Saved data entries:
****

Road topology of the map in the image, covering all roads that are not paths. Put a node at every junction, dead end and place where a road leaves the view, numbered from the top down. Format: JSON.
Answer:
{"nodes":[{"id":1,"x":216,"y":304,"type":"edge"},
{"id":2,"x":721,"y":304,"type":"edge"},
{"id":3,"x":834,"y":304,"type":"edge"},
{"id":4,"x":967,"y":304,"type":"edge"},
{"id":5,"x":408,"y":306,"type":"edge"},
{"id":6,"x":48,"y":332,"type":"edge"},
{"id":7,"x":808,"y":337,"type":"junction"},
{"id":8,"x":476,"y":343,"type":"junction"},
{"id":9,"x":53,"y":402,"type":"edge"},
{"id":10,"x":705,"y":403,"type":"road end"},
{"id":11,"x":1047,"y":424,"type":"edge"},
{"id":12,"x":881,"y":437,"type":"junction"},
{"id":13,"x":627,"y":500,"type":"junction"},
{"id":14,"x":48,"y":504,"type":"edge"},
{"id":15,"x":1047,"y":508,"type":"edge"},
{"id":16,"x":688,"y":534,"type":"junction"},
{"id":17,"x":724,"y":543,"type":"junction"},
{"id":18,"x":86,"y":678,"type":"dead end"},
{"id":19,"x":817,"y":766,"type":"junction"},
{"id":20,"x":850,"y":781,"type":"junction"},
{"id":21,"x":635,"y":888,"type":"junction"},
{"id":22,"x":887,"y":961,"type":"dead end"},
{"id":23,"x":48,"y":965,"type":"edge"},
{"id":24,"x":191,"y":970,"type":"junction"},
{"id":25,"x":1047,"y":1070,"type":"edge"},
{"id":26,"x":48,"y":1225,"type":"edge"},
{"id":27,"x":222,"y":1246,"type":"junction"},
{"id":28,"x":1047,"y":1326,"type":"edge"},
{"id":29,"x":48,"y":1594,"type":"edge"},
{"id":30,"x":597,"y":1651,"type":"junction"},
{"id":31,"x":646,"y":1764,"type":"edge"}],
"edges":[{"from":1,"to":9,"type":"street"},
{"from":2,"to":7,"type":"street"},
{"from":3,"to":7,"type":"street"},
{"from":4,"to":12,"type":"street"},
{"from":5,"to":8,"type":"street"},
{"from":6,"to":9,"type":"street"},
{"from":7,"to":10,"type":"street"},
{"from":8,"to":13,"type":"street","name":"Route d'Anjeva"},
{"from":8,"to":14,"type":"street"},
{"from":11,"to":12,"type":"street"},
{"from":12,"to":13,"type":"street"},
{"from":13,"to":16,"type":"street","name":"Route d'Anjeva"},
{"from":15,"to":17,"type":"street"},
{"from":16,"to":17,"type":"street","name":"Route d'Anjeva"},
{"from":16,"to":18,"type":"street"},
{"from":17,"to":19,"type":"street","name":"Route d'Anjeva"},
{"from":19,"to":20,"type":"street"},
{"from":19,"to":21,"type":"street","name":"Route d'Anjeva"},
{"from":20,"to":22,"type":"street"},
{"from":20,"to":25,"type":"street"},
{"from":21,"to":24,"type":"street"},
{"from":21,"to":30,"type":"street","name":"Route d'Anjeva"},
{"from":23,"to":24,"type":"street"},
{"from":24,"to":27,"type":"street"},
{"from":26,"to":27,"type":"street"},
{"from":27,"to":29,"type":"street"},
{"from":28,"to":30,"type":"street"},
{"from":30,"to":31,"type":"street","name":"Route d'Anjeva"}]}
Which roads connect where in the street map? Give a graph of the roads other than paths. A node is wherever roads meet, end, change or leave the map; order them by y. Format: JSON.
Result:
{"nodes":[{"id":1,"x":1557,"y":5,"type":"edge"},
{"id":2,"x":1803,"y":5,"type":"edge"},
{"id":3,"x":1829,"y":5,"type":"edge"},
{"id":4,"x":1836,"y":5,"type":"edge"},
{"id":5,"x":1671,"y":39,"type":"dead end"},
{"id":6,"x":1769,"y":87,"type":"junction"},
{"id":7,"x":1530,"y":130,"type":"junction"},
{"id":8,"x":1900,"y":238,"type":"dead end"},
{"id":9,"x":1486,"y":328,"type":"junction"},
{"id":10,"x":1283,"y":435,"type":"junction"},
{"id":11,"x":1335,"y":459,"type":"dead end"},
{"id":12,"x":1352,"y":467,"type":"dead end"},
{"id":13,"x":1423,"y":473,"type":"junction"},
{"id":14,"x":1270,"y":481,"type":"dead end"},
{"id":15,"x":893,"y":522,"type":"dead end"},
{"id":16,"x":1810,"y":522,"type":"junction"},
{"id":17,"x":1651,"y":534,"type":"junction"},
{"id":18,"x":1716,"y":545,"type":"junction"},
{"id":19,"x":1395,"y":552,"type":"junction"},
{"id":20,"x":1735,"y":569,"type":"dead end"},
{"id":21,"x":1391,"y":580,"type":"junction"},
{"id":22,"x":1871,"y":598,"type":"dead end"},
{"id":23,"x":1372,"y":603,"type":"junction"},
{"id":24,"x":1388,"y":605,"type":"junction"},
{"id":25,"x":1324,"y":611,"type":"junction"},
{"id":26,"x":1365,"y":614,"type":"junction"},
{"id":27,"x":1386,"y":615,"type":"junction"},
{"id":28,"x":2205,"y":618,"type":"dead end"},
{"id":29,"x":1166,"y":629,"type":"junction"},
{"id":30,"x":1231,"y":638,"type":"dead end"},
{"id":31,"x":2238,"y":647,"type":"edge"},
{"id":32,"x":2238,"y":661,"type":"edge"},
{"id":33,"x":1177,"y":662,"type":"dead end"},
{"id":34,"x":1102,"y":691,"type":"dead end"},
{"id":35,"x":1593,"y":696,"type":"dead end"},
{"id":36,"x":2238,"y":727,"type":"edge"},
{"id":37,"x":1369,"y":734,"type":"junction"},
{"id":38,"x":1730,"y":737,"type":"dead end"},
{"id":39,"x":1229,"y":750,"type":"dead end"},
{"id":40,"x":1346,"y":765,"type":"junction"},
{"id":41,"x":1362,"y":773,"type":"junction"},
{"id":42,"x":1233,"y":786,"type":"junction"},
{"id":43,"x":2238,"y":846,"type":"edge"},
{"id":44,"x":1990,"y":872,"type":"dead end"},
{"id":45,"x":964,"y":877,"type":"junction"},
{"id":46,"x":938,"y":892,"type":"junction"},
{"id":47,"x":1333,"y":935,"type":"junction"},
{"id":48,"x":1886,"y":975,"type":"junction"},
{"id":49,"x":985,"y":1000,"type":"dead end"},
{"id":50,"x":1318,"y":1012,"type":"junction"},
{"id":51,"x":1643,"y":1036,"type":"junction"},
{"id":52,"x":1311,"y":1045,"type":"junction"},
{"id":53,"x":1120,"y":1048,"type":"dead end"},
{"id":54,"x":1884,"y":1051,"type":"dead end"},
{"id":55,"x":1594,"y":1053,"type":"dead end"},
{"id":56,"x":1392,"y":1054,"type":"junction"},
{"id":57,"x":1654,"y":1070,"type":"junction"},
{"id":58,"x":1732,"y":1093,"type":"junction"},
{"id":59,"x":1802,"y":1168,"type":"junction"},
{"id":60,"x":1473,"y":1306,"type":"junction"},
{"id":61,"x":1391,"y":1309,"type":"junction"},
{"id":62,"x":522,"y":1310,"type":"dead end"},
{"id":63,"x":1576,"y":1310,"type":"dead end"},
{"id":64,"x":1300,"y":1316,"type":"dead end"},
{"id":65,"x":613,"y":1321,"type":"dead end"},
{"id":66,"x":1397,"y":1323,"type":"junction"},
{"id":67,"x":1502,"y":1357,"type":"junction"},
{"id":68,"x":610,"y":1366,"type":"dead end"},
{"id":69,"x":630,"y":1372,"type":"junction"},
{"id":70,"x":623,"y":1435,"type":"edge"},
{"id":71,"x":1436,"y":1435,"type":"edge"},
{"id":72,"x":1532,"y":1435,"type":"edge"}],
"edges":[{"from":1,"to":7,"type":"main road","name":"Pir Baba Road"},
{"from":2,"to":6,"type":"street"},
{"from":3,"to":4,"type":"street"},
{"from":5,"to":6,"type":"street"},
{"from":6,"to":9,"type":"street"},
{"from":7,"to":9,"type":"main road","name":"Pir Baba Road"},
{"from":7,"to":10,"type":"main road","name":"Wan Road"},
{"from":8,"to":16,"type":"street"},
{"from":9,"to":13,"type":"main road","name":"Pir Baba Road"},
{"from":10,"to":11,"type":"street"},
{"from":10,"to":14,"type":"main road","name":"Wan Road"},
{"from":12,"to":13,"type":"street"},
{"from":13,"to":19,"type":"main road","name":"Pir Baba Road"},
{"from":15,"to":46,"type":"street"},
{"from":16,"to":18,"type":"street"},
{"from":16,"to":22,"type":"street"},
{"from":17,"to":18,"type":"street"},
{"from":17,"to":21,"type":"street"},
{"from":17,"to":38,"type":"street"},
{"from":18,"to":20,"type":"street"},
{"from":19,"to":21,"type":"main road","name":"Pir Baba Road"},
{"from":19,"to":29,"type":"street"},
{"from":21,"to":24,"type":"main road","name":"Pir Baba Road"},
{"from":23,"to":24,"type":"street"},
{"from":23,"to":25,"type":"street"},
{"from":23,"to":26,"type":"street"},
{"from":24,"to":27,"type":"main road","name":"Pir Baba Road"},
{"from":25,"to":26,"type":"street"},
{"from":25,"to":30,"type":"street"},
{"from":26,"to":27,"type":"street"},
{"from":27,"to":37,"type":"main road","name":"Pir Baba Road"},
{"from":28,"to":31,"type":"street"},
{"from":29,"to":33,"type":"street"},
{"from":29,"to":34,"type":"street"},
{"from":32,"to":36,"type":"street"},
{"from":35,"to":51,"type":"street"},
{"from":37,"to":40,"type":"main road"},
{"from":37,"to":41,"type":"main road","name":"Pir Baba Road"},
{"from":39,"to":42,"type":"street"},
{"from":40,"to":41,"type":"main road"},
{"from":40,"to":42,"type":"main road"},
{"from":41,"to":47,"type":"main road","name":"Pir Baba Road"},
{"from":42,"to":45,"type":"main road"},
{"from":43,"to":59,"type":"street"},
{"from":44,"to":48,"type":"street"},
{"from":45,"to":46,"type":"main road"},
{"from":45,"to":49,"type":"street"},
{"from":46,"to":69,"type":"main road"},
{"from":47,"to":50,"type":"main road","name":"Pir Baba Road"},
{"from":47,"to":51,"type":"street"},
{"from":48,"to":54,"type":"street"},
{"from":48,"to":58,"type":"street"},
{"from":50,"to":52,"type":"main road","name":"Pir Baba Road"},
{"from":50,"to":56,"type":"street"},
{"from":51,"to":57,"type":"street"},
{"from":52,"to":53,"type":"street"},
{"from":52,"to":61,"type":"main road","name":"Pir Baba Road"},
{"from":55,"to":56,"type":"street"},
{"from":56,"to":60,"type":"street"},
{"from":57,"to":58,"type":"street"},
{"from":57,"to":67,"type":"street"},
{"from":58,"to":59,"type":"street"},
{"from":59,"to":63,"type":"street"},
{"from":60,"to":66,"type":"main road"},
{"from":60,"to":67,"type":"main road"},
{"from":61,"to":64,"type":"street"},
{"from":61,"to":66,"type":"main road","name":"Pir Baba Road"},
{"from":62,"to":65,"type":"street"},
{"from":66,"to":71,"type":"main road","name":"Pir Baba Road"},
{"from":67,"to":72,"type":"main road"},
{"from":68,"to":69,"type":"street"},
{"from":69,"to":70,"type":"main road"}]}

****

TASK DESCRIPTION:
Could you state how many lines of the data include the word "edges"? Only the number is needed.

FINISHED TASK:
2